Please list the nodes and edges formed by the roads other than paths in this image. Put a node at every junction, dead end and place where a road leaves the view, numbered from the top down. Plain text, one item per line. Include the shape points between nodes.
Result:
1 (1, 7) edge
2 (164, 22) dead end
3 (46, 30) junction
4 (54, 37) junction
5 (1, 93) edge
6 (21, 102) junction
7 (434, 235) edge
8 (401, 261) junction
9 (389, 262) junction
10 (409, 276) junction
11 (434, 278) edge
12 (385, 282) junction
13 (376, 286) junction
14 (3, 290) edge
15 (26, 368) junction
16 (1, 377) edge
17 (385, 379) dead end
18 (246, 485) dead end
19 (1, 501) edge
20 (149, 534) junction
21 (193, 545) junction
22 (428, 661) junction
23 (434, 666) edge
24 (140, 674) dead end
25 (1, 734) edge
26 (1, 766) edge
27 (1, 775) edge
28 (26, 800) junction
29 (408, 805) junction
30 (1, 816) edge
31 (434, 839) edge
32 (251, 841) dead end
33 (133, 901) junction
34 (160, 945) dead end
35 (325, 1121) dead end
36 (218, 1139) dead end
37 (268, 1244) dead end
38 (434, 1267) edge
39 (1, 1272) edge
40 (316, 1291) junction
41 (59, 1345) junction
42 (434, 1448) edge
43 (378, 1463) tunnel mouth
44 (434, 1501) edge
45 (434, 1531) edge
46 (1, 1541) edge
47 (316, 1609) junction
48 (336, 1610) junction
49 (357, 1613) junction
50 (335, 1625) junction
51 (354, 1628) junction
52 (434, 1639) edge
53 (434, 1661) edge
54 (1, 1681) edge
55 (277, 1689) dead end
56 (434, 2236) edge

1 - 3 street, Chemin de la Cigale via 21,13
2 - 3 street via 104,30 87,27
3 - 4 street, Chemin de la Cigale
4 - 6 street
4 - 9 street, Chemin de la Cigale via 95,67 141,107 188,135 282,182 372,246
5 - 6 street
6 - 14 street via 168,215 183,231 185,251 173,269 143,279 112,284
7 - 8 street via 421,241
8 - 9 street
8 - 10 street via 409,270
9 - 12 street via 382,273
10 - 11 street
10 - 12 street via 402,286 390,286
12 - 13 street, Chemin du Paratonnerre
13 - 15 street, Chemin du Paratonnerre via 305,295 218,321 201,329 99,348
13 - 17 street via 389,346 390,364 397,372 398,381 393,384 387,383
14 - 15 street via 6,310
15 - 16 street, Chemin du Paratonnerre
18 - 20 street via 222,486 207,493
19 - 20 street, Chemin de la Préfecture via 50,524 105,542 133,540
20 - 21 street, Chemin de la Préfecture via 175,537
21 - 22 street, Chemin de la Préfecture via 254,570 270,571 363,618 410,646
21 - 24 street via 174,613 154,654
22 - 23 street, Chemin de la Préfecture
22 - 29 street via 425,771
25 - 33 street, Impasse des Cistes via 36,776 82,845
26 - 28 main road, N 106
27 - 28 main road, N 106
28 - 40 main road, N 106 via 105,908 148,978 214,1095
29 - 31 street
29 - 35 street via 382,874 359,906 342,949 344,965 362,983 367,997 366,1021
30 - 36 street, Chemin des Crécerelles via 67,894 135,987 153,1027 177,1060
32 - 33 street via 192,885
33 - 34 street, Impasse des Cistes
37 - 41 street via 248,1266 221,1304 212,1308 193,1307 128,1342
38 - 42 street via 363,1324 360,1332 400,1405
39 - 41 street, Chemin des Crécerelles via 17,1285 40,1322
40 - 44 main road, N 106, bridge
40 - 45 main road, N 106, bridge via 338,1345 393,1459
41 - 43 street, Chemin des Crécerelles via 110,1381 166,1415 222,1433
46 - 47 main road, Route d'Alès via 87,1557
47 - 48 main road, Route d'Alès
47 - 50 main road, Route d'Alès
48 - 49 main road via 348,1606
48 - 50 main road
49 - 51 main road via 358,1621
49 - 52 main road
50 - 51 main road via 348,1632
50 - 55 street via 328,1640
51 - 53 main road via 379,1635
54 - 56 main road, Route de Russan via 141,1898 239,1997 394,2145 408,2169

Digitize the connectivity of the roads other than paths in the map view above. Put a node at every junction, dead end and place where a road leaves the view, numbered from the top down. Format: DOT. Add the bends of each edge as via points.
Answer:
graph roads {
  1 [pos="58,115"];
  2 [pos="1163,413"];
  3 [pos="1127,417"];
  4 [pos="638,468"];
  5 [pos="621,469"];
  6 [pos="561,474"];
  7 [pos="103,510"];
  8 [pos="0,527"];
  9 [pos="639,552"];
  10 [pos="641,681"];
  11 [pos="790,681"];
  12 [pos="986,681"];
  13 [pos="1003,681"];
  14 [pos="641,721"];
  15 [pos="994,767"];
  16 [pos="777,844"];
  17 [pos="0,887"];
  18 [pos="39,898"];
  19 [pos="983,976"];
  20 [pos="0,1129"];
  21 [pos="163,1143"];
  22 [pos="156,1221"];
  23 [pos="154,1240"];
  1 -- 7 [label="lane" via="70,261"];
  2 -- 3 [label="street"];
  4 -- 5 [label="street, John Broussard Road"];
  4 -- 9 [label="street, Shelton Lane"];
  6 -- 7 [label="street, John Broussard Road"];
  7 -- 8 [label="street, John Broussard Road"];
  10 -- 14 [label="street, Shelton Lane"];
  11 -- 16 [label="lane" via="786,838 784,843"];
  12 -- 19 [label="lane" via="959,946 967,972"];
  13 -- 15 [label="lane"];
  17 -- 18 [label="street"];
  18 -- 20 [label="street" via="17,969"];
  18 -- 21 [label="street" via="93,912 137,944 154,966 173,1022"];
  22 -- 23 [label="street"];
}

• • • • • • •

### EXERCISE INSTRUCTIONS
Give every entry again, character for character.

### RESPONSE TO THE TASK
Please list the nodes and edges formed by the roads other than paths in this image. Put a node at every junction, dead end and place where a road leaves the view, numbered from the top down. Plain text, one item per line. Include the shape points between nodes.
Result:
1 (1, 7) edge
2 (164, 22) dead end
3 (46, 30) junction
4 (54, 37) junction
5 (1, 93) edge
6 (21, 102) junction
7 (434, 235) edge
8 (401, 261) junction
9 (389, 262) junction
10 (409, 276) junction
11 (434, 278) edge
12 (385, 282) junction
13 (376, 286) junction
14 (3, 290) edge
15 (26, 368) junction
16 (1, 377) edge
17 (385, 379) dead end
18 (246, 485) dead end
19 (1, 501) edge
20 (149, 534) junction
21 (193, 545) junction
22 (428, 661) junction
23 (434, 666) edge
24 (140, 674) dead end
25 (1, 734) edge
26 (1, 766) edge
27 (1, 775) edge
28 (26, 800) junction
29 (408, 805) junction
30 (1, 816) edge
31 (434, 839) edge
32 (251, 841) dead end
33 (133, 901) junction
34 (160, 945) dead end
35 (325, 1121) dead end
36 (218, 1139) dead end
37 (268, 1244) dead end
38 (434, 1267) edge
39 (1, 1272) edge
40 (316, 1291) junction
41 (59, 1345) junction
42 (434, 1448) edge
43 (378, 1463) tunnel mouth
44 (434, 1501) edge
45 (434, 1531) edge
46 (1, 1541) edge
47 (316, 1609) junction
48 (336, 1610) junction
49 (357, 1613) junction
50 (335, 1625) junction
51 (354, 1628) junction
52 (434, 1639) edge
53 (434, 1661) edge
54 (1, 1681) edge
55 (277, 1689) dead end
56 (434, 2236) edge

1 - 3 street, Chemin de la Cigale via 21,13
2 - 3 street via 104,30 87,27
3 - 4 street, Chemin de la Cigale
4 - 6 street
4 - 9 street, Chemin de la Cigale via 95,67 141,107 188,135 282,182 372,246
5 - 6 street
6 - 14 street via 168,215 183,231 185,251 173,269 143,279 112,284
7 - 8 street via 421,241
8 - 9 street
8 - 10 street via 409,270
9 - 12 street via 382,273
10 - 11 street
10 - 12 street via 402,286 390,286
12 - 13 street, Chemin du Paratonnerre
13 - 15 street, Chemin du Paratonnerre via 305,295 218,321 201,329 99,348
13 - 17 street via 389,346 390,364 397,372 398,381 393,384 387,383
14 - 15 street via 6,310
15 - 16 street, Chemin du Paratonnerre
18 - 20 street via 222,486 207,493
19 - 20 street, Chemin de la Préfecture via 50,524 105,542 133,540
20 - 21 street, Chemin de la Préfecture via 175,537
21 - 22 street, Chemin de la Préfecture via 254,570 270,571 363,618 410,646
21 - 24 street via 174,613 154,654
22 - 23 street, Chemin de la Préfecture
22 - 29 street via 425,771
25 - 33 street, Impasse des Cistes via 36,776 82,845
26 - 28 main road, N 106
27 - 28 main road, N 106
28 - 40 main road, N 106 via 105,908 148,978 214,1095
29 - 31 street
29 - 35 street via 382,874 359,906 342,949 344,965 362,983 367,997 366,1021
30 - 36 street, Chemin des Crécerelles via 67,894 135,987 153,1027 177,1060
32 - 33 street via 192,885
33 - 34 street, Impasse des Cistes
37 - 41 street via 248,1266 221,1304 212,1308 193,1307 128,1342
38 - 42 street via 363,1324 360,1332 400,1405
39 - 41 street, Chemin des Crécerelles via 17,1285 40,1322
40 - 44 main road, N 106, bridge
40 - 45 main road, N 106, bridge via 338,1345 393,1459
41 - 43 street, Chemin des Crécerelles via 110,1381 166,1415 222,1433
46 - 47 main road, Route d'Alès via 87,1557
47 - 48 main road, Route d'Alès
47 - 50 main road, Route d'Alès
48 - 49 main road via 348,1606
48 - 50 main road
49 - 51 main road via 358,1621
49 - 52 main road
50 - 51 main road via 348,1632
50 - 55 street via 328,1640
51 - 53 main road via 379,1635
54 - 56 main road, Route de Russan via 141,1898 239,1997 394,2145 408,2169

Digitize the connectivity of the roads other than paths in the map view above. Put a node at every junction, dead end and place where a road leaves the view, numbered from the top down. Format: DOT. Add the bends of each edge as via points.
Answer:
graph roads {
  1 [pos="58,115"];
  2 [pos="1163,413"];
  3 [pos="1127,417"];
  4 [pos="638,468"];
  5 [pos="621,469"];
  6 [pos="561,474"];
  7 [pos="103,510"];
  8 [pos="0,527"];
  9 [pos="639,552"];
  10 [pos="641,681"];
  11 [pos="790,681"];
  12 [pos="986,681"];
  13 [pos="1003,681"];
  14 [pos="641,721"];
  15 [pos="994,767"];
  16 [pos="777,844"];
  17 [pos="0,887"];
  18 [pos="39,898"];
  19 [pos="983,976"];
  20 [pos="0,1129"];
  21 [pos="163,1143"];
  22 [pos="156,1221"];
  23 [pos="154,1240"];
  1 -- 7 [label="lane" via="70,261"];
  2 -- 3 [label="street"];
  4 -- 5 [label="street, John Broussard Road"];
  4 -- 9 [label="street, Shelton Lane"];
  6 -- 7 [label="street, John Broussard Road"];
  7 -- 8 [label="street, John Broussard Road"];
  10 -- 14 [label="street, Shelton Lane"];
  11 -- 16 [label="lane" via="786,838 784,843"];
  12 -- 19 [label="lane" via="959,946 967,972"];
  13 -- 15 [label="lane"];
  17 -- 18 [label="street"];
  18 -- 20 [label="street" via="17,969"];
  18 -- 21 [label="street" via="93,912 137,944 154,966 173,1022"];
  22 -- 23 [label="street"];
}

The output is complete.